─── Study material

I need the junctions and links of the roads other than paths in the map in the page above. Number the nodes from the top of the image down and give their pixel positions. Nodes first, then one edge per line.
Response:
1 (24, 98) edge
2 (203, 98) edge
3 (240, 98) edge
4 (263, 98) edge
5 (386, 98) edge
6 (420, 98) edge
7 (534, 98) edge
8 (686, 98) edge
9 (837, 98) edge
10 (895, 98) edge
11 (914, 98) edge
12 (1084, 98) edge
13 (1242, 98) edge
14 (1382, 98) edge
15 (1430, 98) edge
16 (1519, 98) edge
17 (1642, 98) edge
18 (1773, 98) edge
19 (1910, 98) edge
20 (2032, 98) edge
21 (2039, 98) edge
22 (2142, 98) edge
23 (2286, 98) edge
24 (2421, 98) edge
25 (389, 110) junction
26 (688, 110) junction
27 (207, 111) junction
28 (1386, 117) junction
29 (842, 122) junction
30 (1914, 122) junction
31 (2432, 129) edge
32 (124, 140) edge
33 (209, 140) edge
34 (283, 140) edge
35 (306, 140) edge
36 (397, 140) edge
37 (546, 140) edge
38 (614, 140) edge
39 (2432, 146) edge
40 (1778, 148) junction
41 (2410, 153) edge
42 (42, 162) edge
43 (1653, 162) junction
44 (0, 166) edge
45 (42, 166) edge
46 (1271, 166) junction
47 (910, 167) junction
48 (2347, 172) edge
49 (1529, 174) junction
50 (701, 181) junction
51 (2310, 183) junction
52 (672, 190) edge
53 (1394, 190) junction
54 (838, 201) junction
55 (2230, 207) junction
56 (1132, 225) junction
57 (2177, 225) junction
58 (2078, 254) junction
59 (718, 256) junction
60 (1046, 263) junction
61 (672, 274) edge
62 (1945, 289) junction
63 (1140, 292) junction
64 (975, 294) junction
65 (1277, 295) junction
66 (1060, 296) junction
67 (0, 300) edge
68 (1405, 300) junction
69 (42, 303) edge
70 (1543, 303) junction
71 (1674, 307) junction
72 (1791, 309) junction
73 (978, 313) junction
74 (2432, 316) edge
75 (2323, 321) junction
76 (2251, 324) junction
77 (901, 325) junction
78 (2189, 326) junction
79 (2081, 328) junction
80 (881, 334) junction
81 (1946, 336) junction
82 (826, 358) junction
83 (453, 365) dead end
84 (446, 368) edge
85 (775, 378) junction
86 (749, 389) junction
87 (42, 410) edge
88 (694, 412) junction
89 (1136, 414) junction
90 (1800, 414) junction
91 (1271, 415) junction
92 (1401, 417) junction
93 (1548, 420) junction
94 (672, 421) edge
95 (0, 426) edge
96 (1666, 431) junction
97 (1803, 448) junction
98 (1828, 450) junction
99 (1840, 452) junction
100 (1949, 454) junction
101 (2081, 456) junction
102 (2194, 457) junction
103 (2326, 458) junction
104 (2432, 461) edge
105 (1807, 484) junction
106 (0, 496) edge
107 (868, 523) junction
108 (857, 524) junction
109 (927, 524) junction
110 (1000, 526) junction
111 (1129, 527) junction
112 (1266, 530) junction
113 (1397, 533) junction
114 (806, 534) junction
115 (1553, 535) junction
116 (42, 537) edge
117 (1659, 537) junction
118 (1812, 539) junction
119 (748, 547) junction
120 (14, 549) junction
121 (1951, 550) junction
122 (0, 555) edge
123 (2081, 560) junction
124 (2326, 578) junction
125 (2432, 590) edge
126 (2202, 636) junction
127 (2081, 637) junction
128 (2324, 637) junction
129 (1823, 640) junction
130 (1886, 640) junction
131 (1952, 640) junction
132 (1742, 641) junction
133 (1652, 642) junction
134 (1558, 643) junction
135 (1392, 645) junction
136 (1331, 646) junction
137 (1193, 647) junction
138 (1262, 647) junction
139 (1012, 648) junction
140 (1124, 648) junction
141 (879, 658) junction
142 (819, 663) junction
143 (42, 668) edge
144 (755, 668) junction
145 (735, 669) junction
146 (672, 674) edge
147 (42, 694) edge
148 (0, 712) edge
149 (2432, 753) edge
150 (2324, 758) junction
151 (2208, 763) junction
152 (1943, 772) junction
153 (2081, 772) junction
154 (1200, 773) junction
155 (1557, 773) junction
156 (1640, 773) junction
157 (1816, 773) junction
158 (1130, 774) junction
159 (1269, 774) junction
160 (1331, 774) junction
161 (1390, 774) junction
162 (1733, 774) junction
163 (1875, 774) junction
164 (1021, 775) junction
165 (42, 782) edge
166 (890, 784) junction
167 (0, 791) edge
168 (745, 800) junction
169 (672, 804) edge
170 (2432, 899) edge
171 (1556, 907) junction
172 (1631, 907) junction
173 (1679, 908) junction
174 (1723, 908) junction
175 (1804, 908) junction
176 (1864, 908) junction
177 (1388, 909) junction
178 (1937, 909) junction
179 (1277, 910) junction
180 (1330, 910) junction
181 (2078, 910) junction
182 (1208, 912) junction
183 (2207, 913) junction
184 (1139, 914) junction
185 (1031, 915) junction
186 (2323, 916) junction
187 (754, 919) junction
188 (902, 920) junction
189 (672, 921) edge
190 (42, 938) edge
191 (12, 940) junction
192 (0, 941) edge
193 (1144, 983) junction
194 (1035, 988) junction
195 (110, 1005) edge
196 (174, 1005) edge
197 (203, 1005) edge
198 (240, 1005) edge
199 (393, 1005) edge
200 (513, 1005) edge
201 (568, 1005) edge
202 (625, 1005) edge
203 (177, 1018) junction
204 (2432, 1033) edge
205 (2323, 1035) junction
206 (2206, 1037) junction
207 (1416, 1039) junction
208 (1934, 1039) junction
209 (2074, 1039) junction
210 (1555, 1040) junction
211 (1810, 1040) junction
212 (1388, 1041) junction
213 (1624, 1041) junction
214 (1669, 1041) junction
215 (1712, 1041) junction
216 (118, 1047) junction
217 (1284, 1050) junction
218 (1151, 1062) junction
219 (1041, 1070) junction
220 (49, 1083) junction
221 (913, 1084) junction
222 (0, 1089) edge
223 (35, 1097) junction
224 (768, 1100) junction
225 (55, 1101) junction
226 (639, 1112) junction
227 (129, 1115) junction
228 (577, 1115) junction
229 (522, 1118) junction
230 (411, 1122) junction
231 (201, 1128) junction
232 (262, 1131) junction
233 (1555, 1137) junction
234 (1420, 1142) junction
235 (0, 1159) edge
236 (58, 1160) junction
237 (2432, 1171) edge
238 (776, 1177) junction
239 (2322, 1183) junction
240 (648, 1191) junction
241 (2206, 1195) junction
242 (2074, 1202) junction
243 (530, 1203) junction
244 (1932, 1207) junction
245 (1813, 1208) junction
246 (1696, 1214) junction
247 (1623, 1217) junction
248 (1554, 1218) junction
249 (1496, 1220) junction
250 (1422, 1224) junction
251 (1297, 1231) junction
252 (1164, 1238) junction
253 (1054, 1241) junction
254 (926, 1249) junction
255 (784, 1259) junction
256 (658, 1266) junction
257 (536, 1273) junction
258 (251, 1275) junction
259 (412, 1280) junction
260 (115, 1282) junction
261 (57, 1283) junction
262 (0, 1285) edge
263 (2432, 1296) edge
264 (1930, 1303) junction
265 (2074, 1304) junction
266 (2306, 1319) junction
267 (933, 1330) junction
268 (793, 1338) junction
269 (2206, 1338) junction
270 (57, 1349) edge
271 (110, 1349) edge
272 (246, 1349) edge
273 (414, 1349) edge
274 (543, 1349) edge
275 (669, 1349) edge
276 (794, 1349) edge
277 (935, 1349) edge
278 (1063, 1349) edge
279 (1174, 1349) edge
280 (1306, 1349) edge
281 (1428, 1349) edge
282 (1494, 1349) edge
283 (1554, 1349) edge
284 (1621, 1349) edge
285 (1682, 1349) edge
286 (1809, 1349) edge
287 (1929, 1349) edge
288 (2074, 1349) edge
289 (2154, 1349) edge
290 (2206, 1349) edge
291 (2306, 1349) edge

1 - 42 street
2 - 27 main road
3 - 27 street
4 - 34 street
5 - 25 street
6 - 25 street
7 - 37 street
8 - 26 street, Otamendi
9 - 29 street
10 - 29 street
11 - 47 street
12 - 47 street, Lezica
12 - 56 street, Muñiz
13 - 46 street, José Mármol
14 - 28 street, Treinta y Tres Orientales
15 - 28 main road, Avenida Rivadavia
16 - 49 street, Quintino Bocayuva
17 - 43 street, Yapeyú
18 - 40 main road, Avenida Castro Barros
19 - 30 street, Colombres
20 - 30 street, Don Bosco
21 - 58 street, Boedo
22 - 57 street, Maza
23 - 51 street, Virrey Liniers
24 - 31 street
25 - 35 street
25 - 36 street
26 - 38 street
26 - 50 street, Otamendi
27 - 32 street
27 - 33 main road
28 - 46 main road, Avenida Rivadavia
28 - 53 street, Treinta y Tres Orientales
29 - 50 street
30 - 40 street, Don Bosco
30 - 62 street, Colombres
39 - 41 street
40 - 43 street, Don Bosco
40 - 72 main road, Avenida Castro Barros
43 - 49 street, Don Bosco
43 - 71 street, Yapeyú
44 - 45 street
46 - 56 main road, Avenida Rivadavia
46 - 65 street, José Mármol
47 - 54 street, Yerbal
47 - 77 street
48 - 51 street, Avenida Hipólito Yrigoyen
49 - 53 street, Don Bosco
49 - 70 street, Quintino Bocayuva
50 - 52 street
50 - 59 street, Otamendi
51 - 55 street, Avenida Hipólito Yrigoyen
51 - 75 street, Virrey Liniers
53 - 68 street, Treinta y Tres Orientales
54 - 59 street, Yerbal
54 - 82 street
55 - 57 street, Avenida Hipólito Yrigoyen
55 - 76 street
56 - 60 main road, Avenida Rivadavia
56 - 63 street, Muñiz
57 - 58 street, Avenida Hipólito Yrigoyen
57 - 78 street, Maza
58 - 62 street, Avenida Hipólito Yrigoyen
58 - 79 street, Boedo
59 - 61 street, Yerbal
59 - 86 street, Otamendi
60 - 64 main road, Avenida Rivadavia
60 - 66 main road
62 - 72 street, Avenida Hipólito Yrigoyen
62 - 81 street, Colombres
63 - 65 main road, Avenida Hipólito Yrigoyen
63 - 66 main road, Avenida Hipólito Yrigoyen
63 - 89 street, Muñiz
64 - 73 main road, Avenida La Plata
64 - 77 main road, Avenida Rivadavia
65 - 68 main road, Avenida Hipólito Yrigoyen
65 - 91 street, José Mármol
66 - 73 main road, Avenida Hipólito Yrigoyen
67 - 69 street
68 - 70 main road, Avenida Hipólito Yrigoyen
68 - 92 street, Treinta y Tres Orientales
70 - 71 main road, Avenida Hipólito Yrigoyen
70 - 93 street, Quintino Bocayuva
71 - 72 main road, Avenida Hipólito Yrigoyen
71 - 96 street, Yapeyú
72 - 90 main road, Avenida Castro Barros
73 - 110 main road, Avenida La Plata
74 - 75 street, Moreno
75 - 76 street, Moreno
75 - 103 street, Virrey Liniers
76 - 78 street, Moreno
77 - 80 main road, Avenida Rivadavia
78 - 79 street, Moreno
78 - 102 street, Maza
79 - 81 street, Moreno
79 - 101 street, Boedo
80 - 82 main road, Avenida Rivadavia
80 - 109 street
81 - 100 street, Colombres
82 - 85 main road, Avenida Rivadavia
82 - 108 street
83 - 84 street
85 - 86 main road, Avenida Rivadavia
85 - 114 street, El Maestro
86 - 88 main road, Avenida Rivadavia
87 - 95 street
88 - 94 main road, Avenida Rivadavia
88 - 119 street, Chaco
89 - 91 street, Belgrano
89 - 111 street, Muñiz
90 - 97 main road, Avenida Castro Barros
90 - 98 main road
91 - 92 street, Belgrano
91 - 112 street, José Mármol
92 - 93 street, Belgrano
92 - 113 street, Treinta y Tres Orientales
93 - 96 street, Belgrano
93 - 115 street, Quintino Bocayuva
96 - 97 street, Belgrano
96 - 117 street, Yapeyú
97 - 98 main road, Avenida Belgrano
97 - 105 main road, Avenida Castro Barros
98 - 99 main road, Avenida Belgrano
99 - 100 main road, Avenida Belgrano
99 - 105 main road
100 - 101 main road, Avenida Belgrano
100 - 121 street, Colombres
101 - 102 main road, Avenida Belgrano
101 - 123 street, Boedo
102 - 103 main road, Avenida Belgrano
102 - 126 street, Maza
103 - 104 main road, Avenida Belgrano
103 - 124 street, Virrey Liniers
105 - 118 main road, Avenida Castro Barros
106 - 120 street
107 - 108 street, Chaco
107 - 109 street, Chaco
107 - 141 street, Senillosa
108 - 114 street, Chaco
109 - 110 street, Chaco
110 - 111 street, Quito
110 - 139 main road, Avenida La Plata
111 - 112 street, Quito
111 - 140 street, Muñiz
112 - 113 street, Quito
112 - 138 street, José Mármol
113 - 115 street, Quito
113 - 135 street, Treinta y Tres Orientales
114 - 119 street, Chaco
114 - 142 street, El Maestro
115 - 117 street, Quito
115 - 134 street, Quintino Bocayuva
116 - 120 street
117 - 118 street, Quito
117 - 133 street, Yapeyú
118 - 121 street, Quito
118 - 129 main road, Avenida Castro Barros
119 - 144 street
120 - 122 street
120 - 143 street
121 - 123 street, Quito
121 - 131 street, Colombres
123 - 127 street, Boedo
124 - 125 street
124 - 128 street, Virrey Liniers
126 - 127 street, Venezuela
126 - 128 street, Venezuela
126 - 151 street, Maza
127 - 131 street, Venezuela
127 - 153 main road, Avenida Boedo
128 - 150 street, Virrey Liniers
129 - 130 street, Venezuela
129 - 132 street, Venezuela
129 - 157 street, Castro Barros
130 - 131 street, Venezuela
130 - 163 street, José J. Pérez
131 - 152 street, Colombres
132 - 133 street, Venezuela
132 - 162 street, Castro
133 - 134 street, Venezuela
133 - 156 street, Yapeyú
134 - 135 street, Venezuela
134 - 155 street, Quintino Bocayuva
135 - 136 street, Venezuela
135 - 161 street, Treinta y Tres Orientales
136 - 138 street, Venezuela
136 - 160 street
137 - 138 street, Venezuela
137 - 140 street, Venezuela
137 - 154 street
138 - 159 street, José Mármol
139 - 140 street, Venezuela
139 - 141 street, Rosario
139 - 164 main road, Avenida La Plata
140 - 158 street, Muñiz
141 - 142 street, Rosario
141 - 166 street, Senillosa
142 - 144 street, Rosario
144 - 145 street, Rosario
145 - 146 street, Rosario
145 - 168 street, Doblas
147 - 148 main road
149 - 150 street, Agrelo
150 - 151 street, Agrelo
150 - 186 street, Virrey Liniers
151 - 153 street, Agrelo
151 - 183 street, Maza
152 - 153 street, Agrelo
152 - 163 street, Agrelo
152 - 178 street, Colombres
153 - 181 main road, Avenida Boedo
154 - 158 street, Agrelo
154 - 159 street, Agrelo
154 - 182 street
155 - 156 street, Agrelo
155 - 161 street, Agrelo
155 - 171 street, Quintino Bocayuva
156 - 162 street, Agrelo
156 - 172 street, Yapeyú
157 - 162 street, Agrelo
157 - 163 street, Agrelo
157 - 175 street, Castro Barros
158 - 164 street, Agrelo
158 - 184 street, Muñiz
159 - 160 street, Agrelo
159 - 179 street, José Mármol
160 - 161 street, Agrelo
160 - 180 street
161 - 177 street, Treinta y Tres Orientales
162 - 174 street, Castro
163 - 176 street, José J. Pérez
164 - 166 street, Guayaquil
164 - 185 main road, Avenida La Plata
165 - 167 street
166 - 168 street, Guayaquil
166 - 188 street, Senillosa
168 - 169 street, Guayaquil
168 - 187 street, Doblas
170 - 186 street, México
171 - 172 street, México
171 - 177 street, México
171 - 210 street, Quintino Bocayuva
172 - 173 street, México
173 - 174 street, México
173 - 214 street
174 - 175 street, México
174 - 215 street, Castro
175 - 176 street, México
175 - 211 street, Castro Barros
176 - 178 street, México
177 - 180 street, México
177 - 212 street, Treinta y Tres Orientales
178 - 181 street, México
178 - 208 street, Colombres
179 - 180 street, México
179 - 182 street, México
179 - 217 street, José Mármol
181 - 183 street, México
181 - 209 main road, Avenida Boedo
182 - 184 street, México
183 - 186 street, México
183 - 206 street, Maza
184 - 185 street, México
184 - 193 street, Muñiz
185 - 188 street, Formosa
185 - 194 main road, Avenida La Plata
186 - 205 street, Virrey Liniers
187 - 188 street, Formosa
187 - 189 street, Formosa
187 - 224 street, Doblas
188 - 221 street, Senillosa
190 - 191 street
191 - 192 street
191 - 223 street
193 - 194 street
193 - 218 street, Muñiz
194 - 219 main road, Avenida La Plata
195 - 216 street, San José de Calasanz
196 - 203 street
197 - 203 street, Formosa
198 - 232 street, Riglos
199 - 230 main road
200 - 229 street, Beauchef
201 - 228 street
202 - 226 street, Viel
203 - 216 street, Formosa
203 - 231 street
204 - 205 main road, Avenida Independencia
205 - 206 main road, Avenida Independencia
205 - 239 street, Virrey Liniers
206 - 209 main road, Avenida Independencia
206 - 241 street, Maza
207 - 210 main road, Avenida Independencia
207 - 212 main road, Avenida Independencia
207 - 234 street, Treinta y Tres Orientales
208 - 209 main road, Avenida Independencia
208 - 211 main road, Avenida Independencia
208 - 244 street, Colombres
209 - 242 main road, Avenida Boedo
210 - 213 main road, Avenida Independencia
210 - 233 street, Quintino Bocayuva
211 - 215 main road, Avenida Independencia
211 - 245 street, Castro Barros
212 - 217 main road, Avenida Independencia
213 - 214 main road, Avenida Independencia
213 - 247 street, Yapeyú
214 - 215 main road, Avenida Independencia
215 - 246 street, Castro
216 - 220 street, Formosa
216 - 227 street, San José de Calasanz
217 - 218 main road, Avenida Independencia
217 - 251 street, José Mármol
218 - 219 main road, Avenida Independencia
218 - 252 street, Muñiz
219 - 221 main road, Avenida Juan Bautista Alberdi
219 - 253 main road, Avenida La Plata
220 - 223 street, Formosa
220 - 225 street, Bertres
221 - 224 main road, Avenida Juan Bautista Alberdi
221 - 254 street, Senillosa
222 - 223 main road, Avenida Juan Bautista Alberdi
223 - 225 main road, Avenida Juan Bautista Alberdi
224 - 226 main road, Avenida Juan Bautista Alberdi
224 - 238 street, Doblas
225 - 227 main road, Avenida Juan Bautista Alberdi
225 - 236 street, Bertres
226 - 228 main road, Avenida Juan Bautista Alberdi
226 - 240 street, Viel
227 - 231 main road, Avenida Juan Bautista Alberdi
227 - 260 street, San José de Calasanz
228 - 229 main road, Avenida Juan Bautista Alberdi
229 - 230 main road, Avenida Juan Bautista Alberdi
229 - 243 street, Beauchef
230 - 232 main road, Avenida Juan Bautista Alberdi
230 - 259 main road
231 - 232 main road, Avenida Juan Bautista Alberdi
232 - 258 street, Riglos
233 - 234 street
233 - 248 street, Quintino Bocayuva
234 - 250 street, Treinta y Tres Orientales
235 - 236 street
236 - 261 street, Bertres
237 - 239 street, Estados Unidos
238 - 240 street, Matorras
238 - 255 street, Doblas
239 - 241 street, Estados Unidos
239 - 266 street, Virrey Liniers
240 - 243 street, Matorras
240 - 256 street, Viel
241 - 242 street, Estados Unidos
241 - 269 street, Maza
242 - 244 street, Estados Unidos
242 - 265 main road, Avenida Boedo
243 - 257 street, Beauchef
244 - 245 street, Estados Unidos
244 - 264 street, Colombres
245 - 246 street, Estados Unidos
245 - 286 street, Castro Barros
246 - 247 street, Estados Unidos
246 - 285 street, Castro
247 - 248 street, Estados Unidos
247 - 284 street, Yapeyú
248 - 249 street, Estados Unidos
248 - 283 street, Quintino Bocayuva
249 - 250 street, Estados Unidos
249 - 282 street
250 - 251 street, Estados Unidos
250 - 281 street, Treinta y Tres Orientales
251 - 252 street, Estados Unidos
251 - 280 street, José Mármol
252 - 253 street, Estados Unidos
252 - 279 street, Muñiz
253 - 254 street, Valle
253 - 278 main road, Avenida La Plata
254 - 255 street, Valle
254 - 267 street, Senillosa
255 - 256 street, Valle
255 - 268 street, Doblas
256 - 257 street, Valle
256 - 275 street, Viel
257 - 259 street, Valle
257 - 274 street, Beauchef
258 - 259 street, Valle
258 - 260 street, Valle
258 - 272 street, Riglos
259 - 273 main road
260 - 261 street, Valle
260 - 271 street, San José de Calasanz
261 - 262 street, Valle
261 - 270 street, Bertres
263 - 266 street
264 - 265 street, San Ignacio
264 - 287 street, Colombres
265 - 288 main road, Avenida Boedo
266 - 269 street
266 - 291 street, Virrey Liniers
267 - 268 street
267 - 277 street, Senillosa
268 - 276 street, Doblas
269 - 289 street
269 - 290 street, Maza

──────

▶ _What to do_: Across the whole listing above, tally each line where the string "Matorras" occurs, and give the number and nothing more.

▶ _Result for this task_: 2